7. Mettere le bucce arto su un piatto da 35 mm x 10 Petri e il trasferimento da una pinza ad anello in 2ml-microcentrifuga tubo con 800μl di anticorpi secondari nel buffer di blocco (o 10% siero di capra / PBS TX100 +0,2% o al 10% Donkey siero / PBS TX100 +0,2%). Di solito si usa anticorpi secondari da Jackson ImmunoResearch (Cy3, Cy5, diluizioni 1:300) o Invitrogen (Alexa Fluor 488, Alexa Fluor 568, Alexa Fluor 633, 1:250 diluizione). Filtrare la soluzione secondaria di anticorpi utilizzando 0.22μm PVDF filtri a membrana siringa per rimuovere le particelle aggregate degli anticorpi secondari. Incubare le bucce arto al buio o avvolti con fogli di alluminio per 1 ora mescolando con delicato sulla Mixer Nutator a temperatura ambiente. Si noti che diversi fluorescente anticorpi coniugati secondari derivati ​​da specie diverse possono essere utilizzati contemporaneamente.
8. Mettere le bucce arto su un piatto da 35 mm x 10 Petri e il trasferimento da una pinza l'anello in polipropilene da 5 ml a fondo rotondo tubo con 4 ml di tampone di lavaggio (sia il 2% siero di capra / PBS TX100 +0,2% o 2% Donkey siero / PBS +0,2% TX100). Lavare cinque volte per 15 minuti al buio o avvolti in fogli di alluminio con miscelazione delicata sulla Mixer Nutator a temperatura ambiente.
9. (Opzione per la contro-contro nucleo) Incubare le pelli degli arti con 4 ml di tampone di lavaggio (sia Capra 2% siero / PBS TX100 +0,2% o 2% Donkey siero / PBS TX100 +0,2%), con A-Pro-3 (Invitrogen T3605 , diluizione 1:3000) al buio o avvolti con fogli di alluminio per 10 minuti mescolando con delicato sulla Mixer Nutator a temperatura temperare. Poi, lavare tre volte per 5 min con 4ml del buffer di lavaggio (sia il 2% siero di capra / PBS TX100 +0,2% o 2% Donkey siero / PBS TX100 +0,2%), al buio o avvolta da un foglio di alluminio con miscelazione delicata sulla Mixer Nutator a temperatura ambiente. Si noti che la colorazione forte e specifico per i nuclei si osserva per To-pro-3 in una emissione specifica (HeNe 633 nm di eccitazione).

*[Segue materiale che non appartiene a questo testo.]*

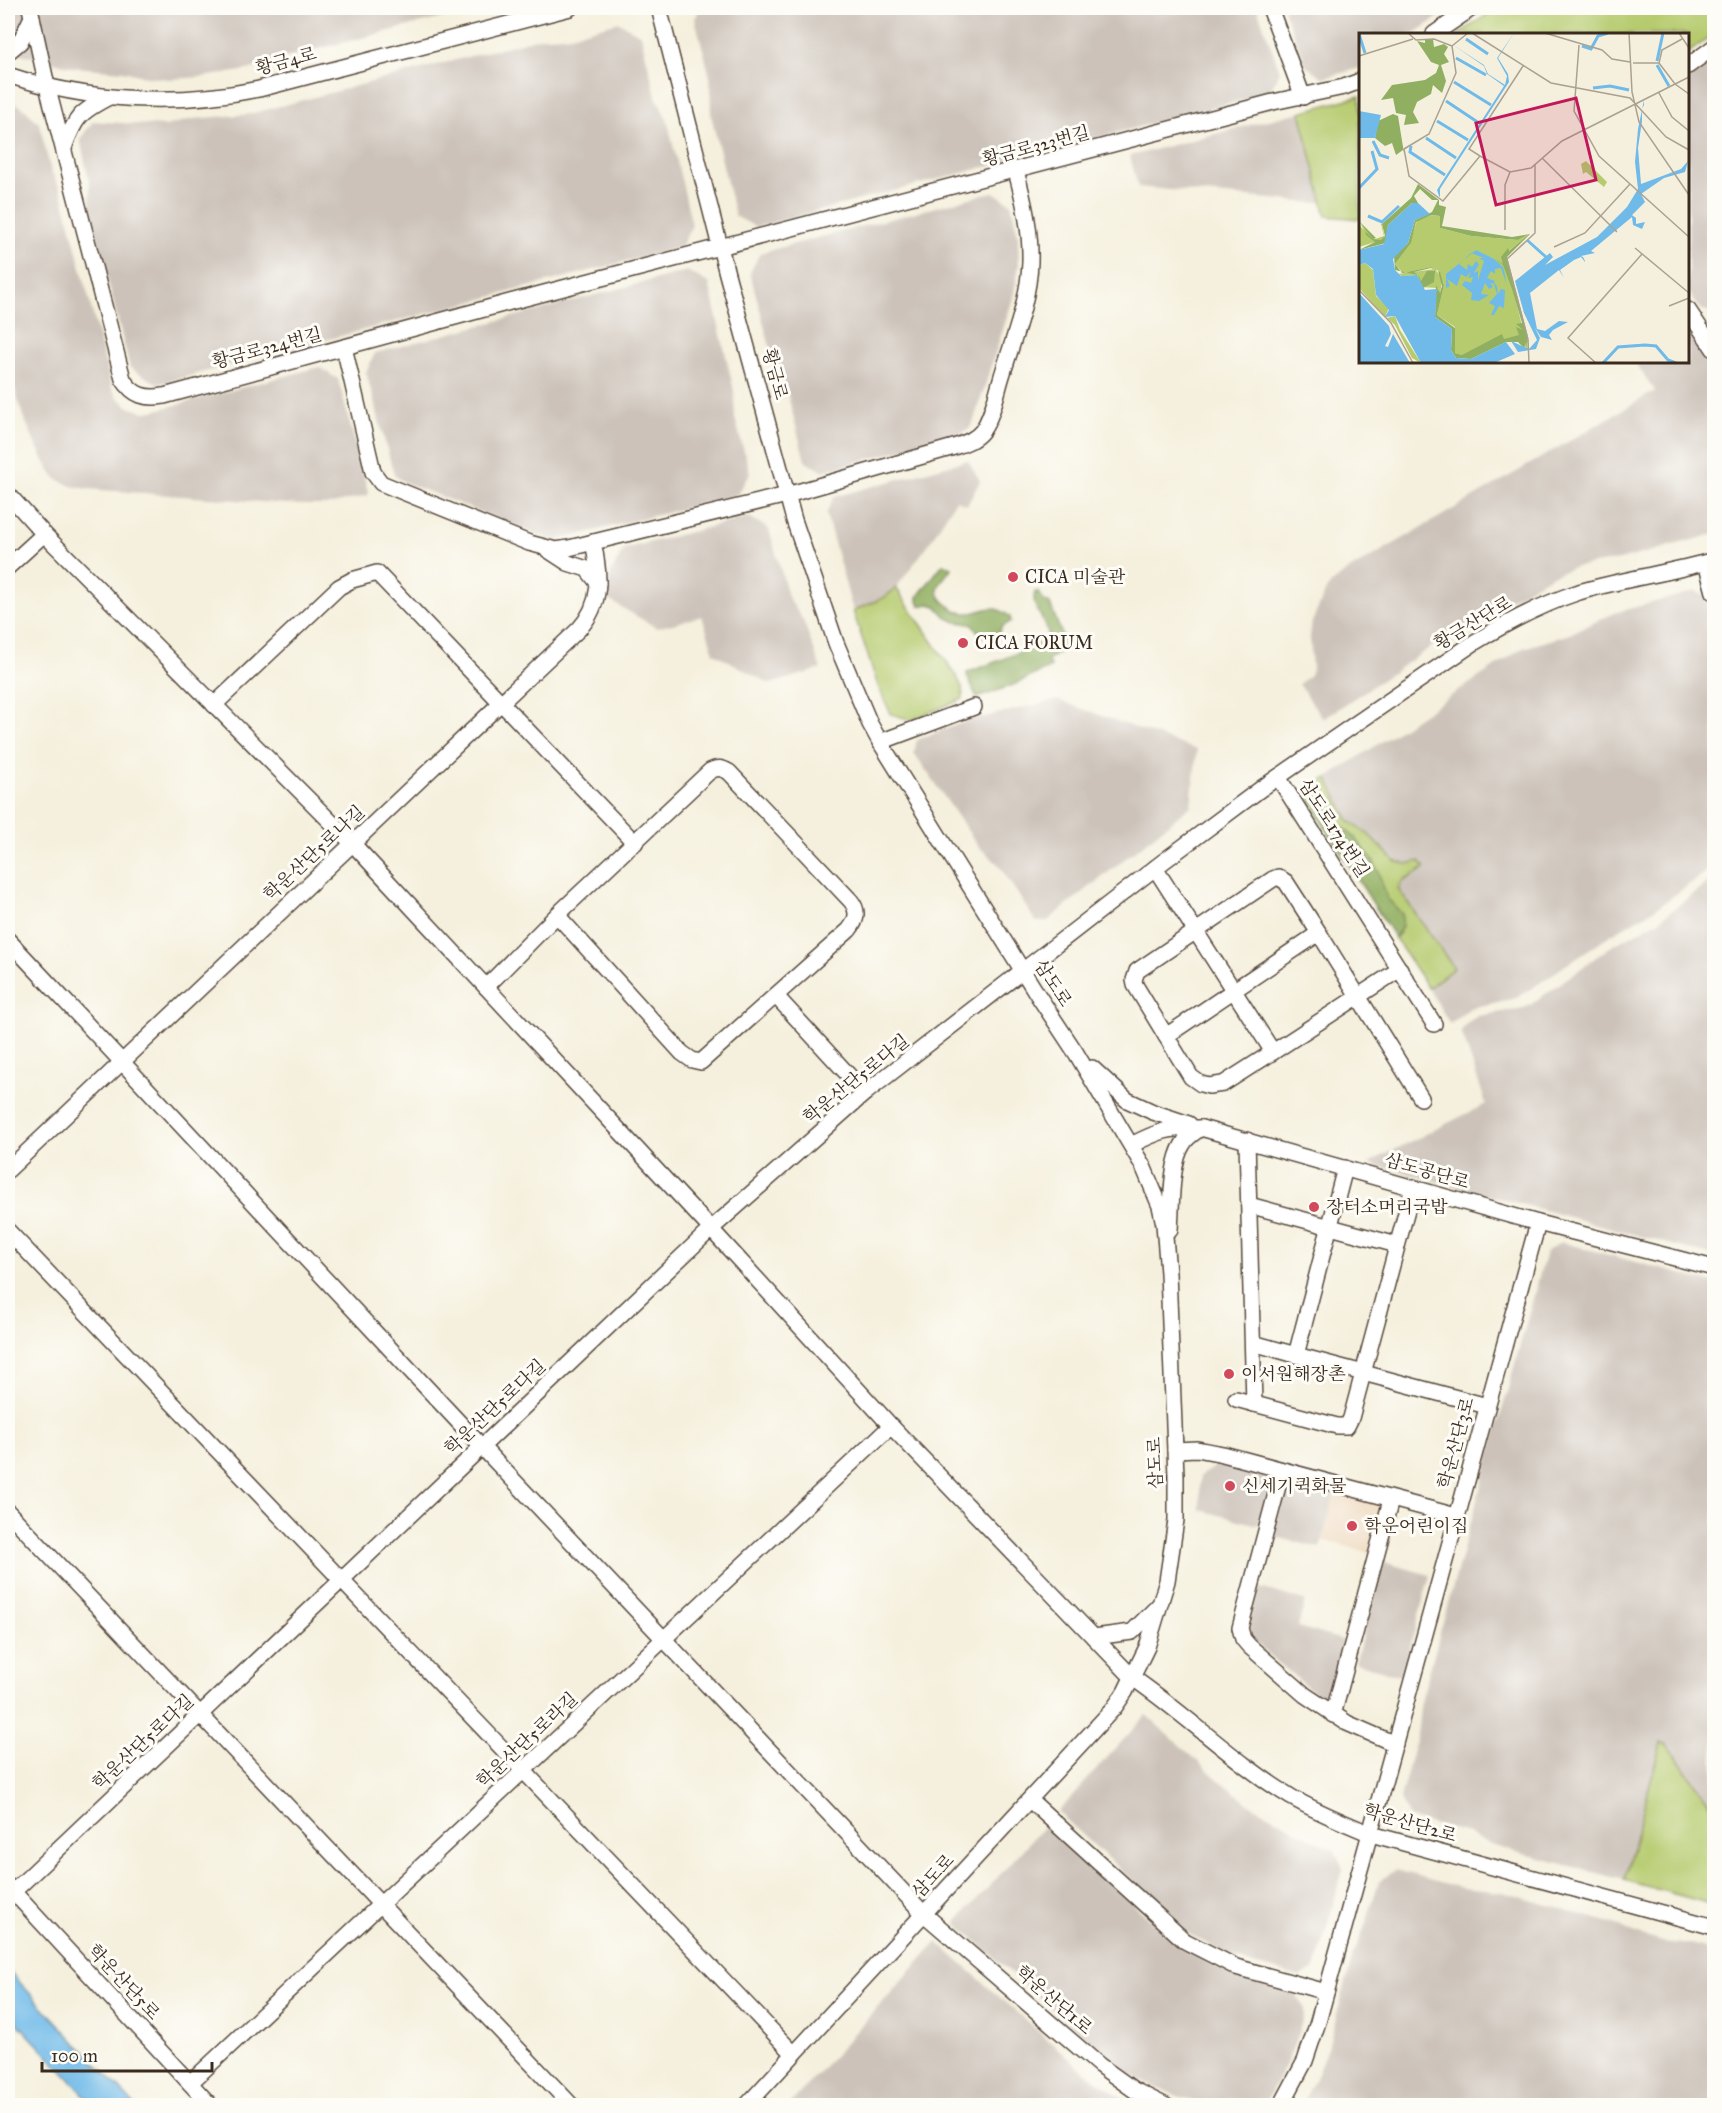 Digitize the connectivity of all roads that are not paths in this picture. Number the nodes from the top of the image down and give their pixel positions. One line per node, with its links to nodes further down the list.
1 (570, 8): 13 (street, 황금4로)
2 (659, 8): 17 (street, 황금로)
3 (1270, 8): 14 (street)
4 (1472, 8): 6 (street)
5 (31, 12): 8 (street); 12 (street, 황금로324번길)
6 (1435, 33)
7 (1714, 47): 9 (street)
8 (8, 52)
9 (1689, 65)
10 (8, 75): 12 (street, 황금4로)
11 (1359, 81): 14 (street, 황금로323번길)
12 (47, 86): 13 (street, 황금4로); 15 (street, 황금로324번길)
13 (110, 97): 15 (street)
14 (1303, 97): 16 (street, 황금로323번길)
15 (64, 148): 20 (street, 황금로324번길)
16 (1016, 171): 17 (street, 황금로323번길); 22 (street)
17 (720, 247): 20 (street, 황금로324번길); 22 (street, 황금로)
18 (1689, 311): 19 (street)
19 (1712, 338)
20 (344, 347): 26 (street)
21 (8, 494): 23 (street, 학운산단2로)
22 (787, 495): 24 (street); 35 (street, 황금로)
23 (44, 534): 28 (street); 33 (street, 학운산단2로)
24 (616, 536): 25 (street); 29 (street)
25 (593, 542): 26 (street); 29 (street, 학운산단5로나길)
26 (545, 548): 30 (street)
27 (1710, 561): 31 (street); 36 (street, 황금산단로)
28 (8, 567)
29 (598, 567): 30 (street, 학운산단5로나길)
30 (598, 583): 32 (street, 학운산단5로나길)
31 (1714, 592)
32 (502, 702): 33 (street); 37 (street); 38 (street, 학운산단5로나길)
33 (214, 705): 38 (street, 학운산단2로)
34 (974, 707): 35 (street)
35 (880, 742): 45 (street, 삼도로)
36 (1278, 777): 39 (street, 삼도로174번길); 44 (street, 삼도로174번길)
37 (635, 843): 40 (street); 49 (street)
38 (353, 844): 46 (street, 학운산단2로); 54 (street, 학운산단5로나길)
39 (1155, 868): 41 (street); 45 (street, 삼도로174번길)
40 (557, 915): 46 (street); 49 (street)
41 (1196, 931): 42 (street); 47 (street); 51 (street)
42 (1319, 933): 47 (street); 48 (street)
43 (8, 940): 54 (street, 학운산단1로)
44 (1400, 969): 48 (street); 50 (street, 삼도로174번길)
45 (1023, 972): 53 (street, 삼도로); 55 (street, 학운산단5로다길)
46 (486, 987): 66 (street, 학운산단2로)
47 (1233, 990): 51 (street); 52 (street)
48 (1357, 995): 52 (street); 56 (street)
49 (776, 996): 55 (street)
50 (1434, 1024)
51 (1166, 1036): 52 (street)
52 (1273, 1052)
53 (1076, 1053): 57 (street); 59 (street, 삼도로)
54 (123, 1061): 61 (street, 학운산단5로나길); 78 (street, 학운산단1로)
55 (865, 1093): 66 (street, 학운산단5로다길)
56 (1421, 1098)
57 (1201, 1128): 58 (street, 삼도공단로); 59 (street, 삼도공단로); 70 (street)
58 (1247, 1140): 60 (street, 삼도공단로); 63 (street)
59 (1131, 1145): 70 (street, 삼도로)
60 (1345, 1168): 62 (street, 삼도공단로); 65 (street)
61 (8, 1170)
62 (1413, 1187): 64 (street, 삼도공단로); 68 (street)
63 (1249, 1205): 65 (street); 71 (street)
64 (1538, 1222): 69 (street, 삼도공단로); 76 (street, 학운산단3로)
65 (1330, 1227): 68 (street); 72 (street)
66 (711, 1229): 77 (street, 학운산단2로); 78 (street, 학운산단5로다길)
67 (8, 1230): 84 (street)
68 (1397, 1245): 73 (street)
69 (1714, 1268)
70 (1168, 1273): 79 (street, 삼도로)
71 (1253, 1343): 72 (street); 75 (street)
72 (1296, 1354): 73 (street)
73 (1363, 1373): 75 (street); 76 (street)
74 (1236, 1399): 75 (street)
75 (1254, 1404)
76 (1487, 1406): 83 (street, 학운산단3로)
77 (891, 1426): 86 (street, 학운산단2로); 87 (street, 학운산단5로라길)
78 (482, 1447): 84 (street, 학운산단5로다길); 87 (street, 학운산단1로)
79 (1175, 1450): 80 (street); 85 (street, 삼도로)
80 (1282, 1471): 81 (street); 90 (street)
81 (1391, 1500): 83 (street); 90 (street)
82 (8, 1512): 89 (street)
83 (1456, 1516): 91 (street, 학운산단3로)
84 (342, 1580): 89 (street, 학운산단5로다길); 92 (street)
85 (1162, 1602): 86 (street); 88 (street, 삼도로)
86 (1094, 1637): 88 (street, 학운산단2로)
87 (664, 1639): 92 (street, 학운산단5로라길); 97 (street, 학운산단1로)
88 (1133, 1678): 93 (street, 삼도로); 94 (street, 학운산단2로)
89 (201, 1713): 95 (street, 학운산단5로다길); 96 (street)
90 (1333, 1715): 91 (street)
91 (1395, 1743): 94 (street, 학운산단3로)
92 (524, 1770): 96 (street, 학운산단5로라길); 100 (street)
93 (1030, 1800): 97 (street, 삼도로); 99 (street)
94 (1371, 1834): 98 (street, 학운산단2로); 99 (street, 학운산단3로)
95 (10, 1889): 101 (street, 학운산단5로)
96 (382, 1903): 101 (street, 학운산단5로라길); 103 (street)
97 (924, 1914): 100 (street, 삼도로); 105 (street, 학운산단1로)
98 (1714, 1927)
99 (1326, 1992): 106 (street, 학운산단3로)
100 (794, 2054): 104 (street, 삼도로)
101 (190, 2083): 102 (street, 학운산단5로)
102 (211, 2106)
103 (572, 2106)
104 (746, 2106)
105 (1166, 2106)
106 (1281, 2106)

3. Montaggio del Skins Limb su Slide

1. Mettere le bucce arto su un piatto x 35 10 millimetri Petri. Rimuovere polveri, cristalli, fibre dallo strato interno della pelle con una pinzetta sottile con lo stereomicroscopio, con illuminazione bassa per evitare foto esteso sbiancamento.
2. Trasferire le pelli arto per adesivo microscopio da una pinza ad anello. Posizionare le bucce con lo strato interno disteso verso l'alto della diapositiva (cioè verso coprioggetto). Appiattire la pelle accuratamente con una pinzetta sottile e rimuovere riporto il tampone di lavaggio da Kimwipe.
3. Montare in supporti di montaggio anti-sbiadimento senza bolle d'aria. Utilizziamo 25 coprioggetto "x25". Cure su una superficie piana al buio (per esempio, i campioni montato utilizzando Prolungare reagente oro sono poste una notte al buio a temperatura ambiente prima linea). Per la conservazione a lungo termine, sigillare il coprioggetto alla diapositiva e conservare a 4 ° C.

4. Microscopia confocale

1. Impostare laser appropriato per fluorofori. Noi usiamo microscopio confocale Leica TCS SP5 con tre sorgenti laser compresa Argon 488 nm (per Alexa Fluor 488 e GFP), DPSS 561nm (per Alexa Fluor 568 e Cy3) e HeNe 633nm (per Alexa Fluor 633, Cy5 e To-Pro-3) .
2. Utilizzare lo strumento di scansione sequenziale per evitare o ridurre le interferenze, in cui tutti i coloranti in campioni di doppia o tripla macchiati saranno entusiasti al tempo stesso. Nella modalità di scansione sequenziale, le immagini verranno registrate in ordine sequenziale.
3. Altre informazioni relative al coloranti fluorescenti e laser per l'eccitazione può essere fondata in "Microscopia confocale per biologi" di Hibbs (2004)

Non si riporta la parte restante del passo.